* What you are asked to do *
Within the data below, find the string "ANJANEYA" and return each line where it occurs.

* Data to use *
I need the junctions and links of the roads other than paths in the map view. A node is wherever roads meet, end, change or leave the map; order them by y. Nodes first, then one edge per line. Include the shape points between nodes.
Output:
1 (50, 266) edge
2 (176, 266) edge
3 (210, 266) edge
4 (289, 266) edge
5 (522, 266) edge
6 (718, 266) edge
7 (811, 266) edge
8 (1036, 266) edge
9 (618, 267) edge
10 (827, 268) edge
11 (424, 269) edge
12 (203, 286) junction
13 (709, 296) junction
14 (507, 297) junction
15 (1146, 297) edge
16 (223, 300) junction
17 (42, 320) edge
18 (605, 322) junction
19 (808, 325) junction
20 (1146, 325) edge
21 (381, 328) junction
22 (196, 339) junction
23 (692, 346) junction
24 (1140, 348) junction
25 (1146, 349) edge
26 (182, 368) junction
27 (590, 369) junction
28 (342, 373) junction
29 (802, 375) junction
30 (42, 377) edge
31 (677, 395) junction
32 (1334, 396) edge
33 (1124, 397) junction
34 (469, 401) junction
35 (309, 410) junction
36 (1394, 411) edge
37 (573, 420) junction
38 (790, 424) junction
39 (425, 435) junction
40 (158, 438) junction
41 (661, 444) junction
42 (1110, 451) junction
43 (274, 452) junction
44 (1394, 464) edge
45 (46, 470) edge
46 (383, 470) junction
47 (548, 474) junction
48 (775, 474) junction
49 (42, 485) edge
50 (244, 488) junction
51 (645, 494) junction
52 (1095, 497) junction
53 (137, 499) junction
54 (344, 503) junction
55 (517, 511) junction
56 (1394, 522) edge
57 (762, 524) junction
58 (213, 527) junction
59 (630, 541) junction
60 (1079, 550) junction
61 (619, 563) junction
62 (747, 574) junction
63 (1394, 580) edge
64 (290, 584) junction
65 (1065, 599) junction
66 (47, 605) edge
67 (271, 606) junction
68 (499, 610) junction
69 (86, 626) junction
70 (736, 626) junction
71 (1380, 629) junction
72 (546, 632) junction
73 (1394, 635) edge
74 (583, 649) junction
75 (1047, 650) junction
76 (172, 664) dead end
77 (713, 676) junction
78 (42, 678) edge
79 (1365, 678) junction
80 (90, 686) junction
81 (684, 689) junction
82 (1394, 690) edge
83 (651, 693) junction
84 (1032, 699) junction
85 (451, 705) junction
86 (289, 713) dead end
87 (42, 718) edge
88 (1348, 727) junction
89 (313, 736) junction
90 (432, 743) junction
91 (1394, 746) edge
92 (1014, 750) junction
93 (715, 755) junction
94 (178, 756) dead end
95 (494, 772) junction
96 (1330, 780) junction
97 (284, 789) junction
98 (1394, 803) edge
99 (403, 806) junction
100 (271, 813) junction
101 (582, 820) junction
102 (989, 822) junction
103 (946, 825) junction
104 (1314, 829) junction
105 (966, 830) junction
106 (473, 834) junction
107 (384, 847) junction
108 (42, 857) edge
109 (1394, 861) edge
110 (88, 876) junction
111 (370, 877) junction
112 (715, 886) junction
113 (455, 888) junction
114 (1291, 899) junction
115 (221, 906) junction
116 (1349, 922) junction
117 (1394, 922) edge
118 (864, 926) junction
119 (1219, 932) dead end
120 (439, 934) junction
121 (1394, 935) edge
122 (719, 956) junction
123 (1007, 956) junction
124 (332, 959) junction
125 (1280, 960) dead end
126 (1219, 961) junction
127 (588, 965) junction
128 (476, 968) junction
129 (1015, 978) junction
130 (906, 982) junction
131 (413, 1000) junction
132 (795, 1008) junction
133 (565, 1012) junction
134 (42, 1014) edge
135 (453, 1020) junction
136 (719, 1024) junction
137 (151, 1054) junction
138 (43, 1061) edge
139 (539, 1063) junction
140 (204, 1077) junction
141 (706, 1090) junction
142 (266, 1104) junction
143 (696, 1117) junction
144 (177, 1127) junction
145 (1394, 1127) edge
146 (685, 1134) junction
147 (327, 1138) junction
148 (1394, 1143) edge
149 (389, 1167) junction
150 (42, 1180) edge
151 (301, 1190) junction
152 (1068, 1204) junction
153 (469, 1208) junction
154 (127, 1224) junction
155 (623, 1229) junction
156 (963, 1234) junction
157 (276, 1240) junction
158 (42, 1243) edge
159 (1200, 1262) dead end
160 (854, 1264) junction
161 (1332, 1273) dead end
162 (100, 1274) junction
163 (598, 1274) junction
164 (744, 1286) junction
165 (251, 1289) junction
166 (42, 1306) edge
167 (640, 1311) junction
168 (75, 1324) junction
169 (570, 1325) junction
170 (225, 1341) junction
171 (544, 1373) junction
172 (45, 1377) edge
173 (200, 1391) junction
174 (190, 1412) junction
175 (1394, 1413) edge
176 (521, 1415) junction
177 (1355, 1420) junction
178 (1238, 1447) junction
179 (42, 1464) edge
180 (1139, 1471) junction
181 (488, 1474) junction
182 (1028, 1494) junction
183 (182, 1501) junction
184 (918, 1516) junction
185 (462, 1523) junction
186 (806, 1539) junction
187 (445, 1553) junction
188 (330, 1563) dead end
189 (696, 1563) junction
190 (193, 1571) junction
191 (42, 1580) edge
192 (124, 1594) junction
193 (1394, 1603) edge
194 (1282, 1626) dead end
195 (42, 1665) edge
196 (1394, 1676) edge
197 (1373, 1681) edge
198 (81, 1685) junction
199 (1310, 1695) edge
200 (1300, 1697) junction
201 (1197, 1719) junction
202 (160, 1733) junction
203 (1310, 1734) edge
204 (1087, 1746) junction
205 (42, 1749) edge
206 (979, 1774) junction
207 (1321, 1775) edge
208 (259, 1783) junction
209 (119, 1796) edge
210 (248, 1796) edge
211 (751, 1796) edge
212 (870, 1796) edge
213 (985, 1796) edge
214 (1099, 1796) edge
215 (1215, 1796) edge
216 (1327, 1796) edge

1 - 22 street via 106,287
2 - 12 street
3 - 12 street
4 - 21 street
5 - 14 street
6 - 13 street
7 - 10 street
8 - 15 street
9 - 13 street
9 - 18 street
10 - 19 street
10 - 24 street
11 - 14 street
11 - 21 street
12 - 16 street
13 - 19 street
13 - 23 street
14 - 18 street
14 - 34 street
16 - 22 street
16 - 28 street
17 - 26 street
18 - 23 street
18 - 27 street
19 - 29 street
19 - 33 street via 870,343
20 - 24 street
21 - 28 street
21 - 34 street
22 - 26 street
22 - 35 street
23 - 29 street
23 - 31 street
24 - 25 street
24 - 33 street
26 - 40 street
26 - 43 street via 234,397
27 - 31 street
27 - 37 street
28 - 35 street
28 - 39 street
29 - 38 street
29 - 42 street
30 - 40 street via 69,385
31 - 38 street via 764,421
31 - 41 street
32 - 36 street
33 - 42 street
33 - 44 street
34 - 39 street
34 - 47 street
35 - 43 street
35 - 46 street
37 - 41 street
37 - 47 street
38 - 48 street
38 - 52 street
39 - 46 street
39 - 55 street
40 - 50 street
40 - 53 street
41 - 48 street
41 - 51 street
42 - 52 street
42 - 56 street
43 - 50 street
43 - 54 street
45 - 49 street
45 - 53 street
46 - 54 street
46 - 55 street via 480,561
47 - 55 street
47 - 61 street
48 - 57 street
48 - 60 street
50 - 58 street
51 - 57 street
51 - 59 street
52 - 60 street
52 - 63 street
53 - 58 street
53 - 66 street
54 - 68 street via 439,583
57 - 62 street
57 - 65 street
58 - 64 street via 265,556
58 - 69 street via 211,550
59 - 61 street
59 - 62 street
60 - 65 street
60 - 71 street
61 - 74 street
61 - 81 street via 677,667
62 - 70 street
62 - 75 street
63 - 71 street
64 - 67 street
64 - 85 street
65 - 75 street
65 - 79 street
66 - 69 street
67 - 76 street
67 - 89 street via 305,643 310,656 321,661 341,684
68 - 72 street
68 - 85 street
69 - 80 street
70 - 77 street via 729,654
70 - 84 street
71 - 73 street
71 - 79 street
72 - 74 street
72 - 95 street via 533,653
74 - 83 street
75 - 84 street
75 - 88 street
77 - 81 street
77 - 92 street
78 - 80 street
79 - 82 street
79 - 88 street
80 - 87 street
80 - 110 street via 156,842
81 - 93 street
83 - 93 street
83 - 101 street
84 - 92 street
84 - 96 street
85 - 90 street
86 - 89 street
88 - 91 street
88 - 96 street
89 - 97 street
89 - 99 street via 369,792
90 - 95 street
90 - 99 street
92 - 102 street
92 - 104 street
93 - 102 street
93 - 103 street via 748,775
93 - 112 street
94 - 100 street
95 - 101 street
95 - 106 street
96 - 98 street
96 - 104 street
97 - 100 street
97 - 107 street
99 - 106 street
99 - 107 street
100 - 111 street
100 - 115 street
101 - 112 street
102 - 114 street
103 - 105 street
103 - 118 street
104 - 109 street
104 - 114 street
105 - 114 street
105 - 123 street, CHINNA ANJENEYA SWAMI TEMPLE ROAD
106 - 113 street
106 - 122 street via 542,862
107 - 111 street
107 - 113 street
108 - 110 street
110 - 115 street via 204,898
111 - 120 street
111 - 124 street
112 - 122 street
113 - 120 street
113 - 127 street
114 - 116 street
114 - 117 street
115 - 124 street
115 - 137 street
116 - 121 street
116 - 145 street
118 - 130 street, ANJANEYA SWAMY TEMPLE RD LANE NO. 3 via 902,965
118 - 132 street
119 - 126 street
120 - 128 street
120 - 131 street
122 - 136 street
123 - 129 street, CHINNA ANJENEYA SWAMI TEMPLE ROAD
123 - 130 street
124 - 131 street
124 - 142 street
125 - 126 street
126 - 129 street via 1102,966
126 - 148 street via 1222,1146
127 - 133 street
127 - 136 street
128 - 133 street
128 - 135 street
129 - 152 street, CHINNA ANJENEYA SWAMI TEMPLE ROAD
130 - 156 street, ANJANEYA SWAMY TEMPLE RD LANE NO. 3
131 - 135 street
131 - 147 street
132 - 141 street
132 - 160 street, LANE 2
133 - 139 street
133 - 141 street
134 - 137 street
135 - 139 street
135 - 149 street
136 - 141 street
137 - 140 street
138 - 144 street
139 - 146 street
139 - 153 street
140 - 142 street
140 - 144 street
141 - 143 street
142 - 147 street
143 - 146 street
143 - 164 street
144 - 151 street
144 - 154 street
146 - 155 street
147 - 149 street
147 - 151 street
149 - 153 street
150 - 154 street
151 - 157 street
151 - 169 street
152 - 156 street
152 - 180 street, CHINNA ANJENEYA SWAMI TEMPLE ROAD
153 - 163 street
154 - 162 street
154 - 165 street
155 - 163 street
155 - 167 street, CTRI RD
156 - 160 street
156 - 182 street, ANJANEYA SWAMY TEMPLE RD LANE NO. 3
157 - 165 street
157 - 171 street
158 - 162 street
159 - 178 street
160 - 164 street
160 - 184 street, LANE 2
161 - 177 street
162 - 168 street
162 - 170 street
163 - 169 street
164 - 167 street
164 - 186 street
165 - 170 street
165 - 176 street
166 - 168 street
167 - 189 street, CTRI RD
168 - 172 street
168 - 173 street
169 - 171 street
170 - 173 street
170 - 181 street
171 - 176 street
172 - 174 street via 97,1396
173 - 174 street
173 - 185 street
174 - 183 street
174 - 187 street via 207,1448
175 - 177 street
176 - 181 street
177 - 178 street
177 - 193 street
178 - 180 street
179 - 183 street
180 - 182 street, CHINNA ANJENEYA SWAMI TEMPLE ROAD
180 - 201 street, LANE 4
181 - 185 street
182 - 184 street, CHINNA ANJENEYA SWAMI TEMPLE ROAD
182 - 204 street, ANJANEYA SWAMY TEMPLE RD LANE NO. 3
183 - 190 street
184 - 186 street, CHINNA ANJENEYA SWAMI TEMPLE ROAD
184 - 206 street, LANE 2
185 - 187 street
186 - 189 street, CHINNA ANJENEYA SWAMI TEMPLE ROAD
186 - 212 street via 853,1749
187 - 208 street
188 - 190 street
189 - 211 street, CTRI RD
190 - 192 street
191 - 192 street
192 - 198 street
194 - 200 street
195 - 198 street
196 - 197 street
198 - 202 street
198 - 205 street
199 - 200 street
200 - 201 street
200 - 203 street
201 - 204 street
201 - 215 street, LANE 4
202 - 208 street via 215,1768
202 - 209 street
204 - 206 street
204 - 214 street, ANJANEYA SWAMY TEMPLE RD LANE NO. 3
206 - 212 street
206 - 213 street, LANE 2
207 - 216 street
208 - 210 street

* Solution to the exercise *
118 - 130 street, ANJANEYA SWAMY TEMPLE RD LANE NO. 3 via 902,965
130 - 156 street, ANJANEYA SWAMY TEMPLE RD LANE NO. 3
156 - 182 street, ANJANEYA SWAMY TEMPLE RD LANE NO. 3
182 - 204 street, ANJANEYA SWAMY TEMPLE RD LANE NO. 3
204 - 214 street, ANJANEYA SWAMY TEMPLE RD LANE NO. 3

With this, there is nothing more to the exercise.